EXERCISE DIRECTIONS: Filtering the records below, copy only those lines that include the word "Lavoro".

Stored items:
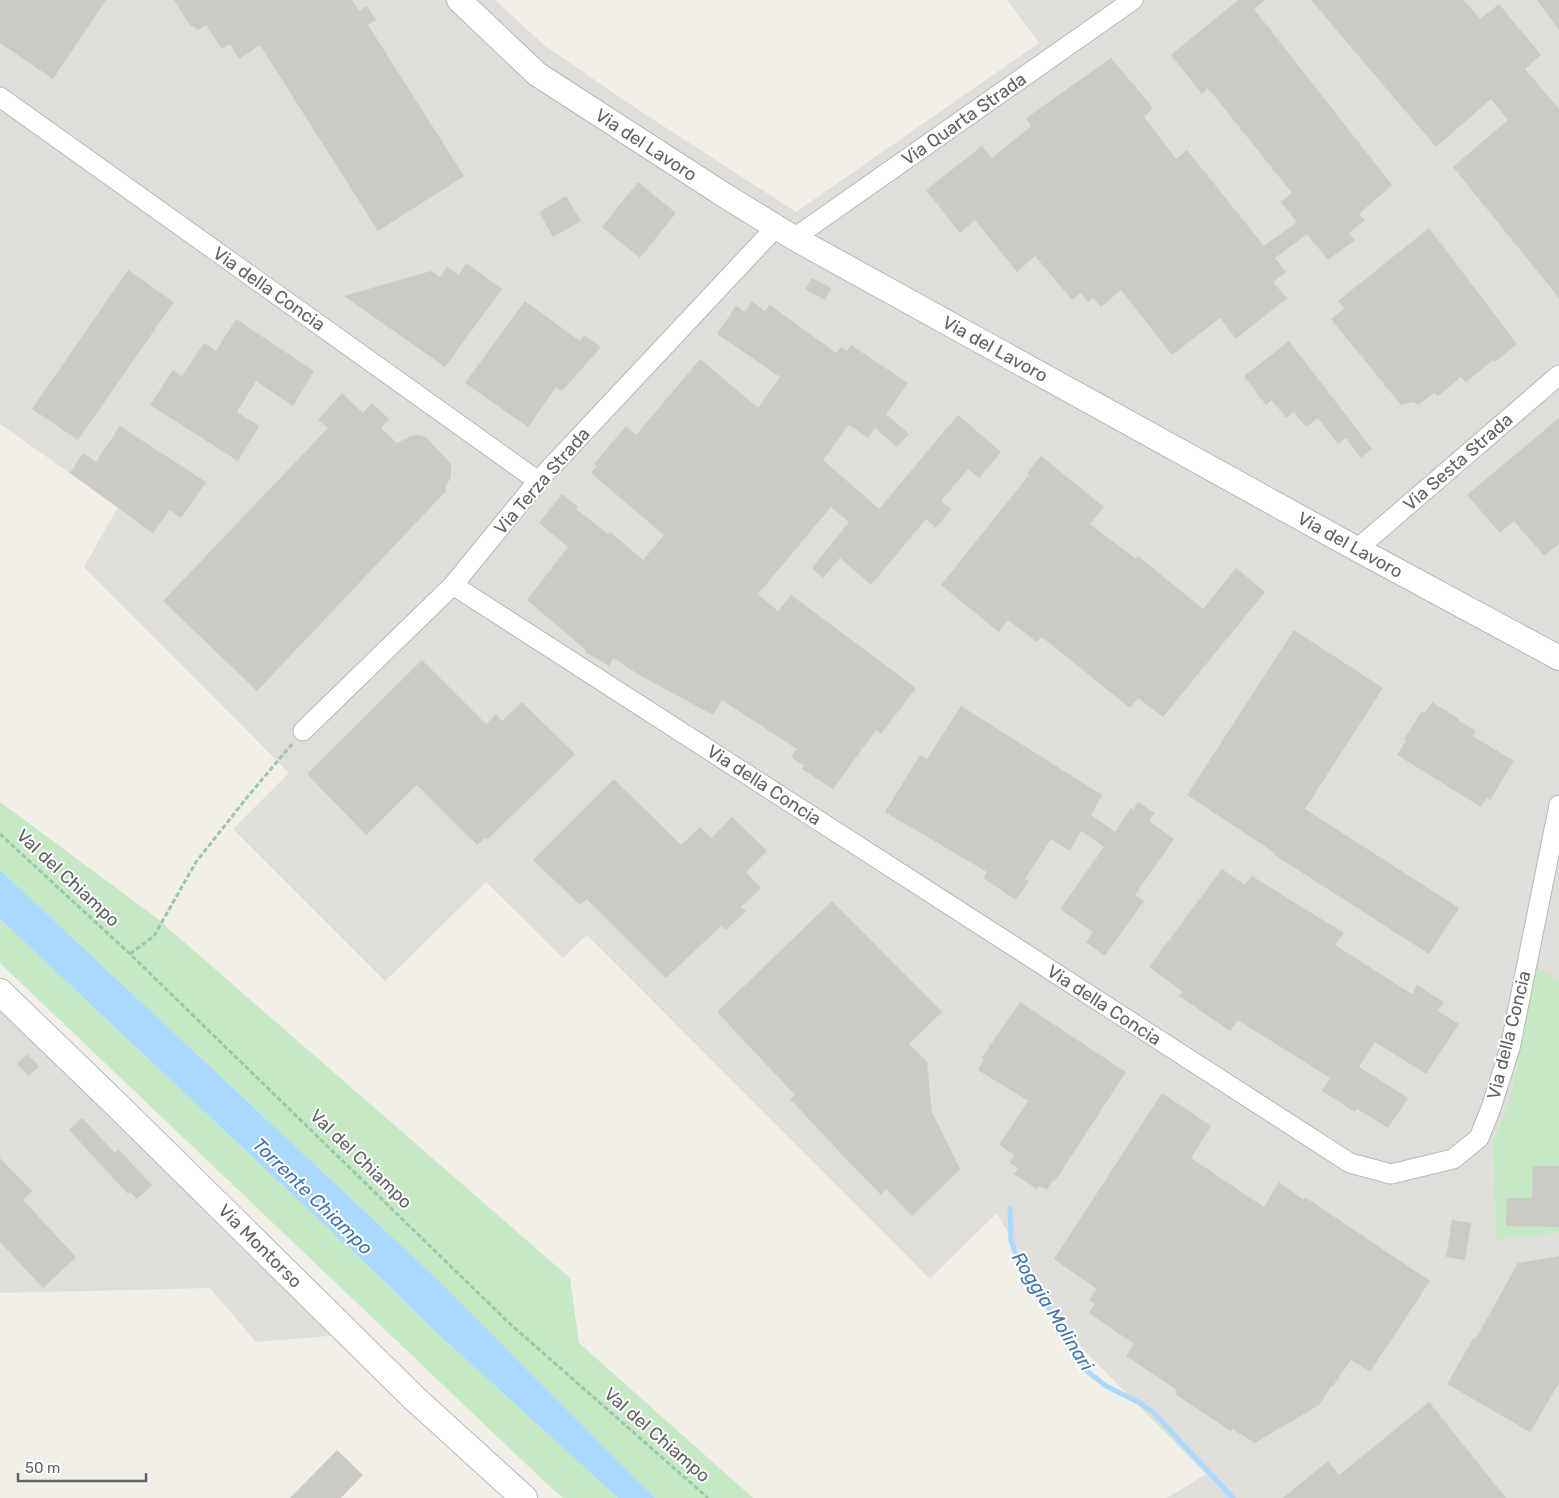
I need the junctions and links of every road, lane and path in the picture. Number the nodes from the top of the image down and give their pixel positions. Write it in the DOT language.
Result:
graph roads {
  1 [pos="459,0"];
  2 [pos="1133,0"];
  3 [pos="0,97"];
  4 [pos="785,233"];
  5 [pos="1559,375"];
  6 [pos="538,481"];
  7 [pos="1357,549"];
  8 [pos="453,585"];
  9 [pos="1559,658"];
  10 [pos="303,731"];
  11 [pos="1559,805"];
  12 [pos="0,834"];
  13 [pos="130,954"];
  14 [pos="0,992"];
  15 [pos="524,1498"];
  16 [pos="708,1498"];
  1 -- 4 [label="street, Via del Lavoro"];
  2 -- 4 [label="street, Via Quarta Strada"];
  3 -- 6 [label="street, Via della Concia"];
  4 -- 6 [label="street, Via Terza Strada"];
  4 -- 7 [label="street, Via del Lavoro"];
  5 -- 7 [label="street, Via Sesta Strada"];
  6 -- 8 [label="street, Via Terza Strada"];
  7 -- 9 [label="street, Via del Lavoro"];
  8 -- 10 [label="street, Via Terza Strada"];
  8 -- 11 [label="street, Via della Concia"];
  10 -- 13 [label="path"];
  12 -- 13 [label="path, Val del Chiampo"];
  13 -- 16 [label="path, Val del Chiampo"];
  14 -- 15 [label="main road, Via Montorso"];
}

RESULT:
  1 -- 4 [label="street, Via del Lavoro"];
  4 -- 7 [label="street, Via del Lavoro"];
  7 -- 9 [label="street, Via del Lavoro"];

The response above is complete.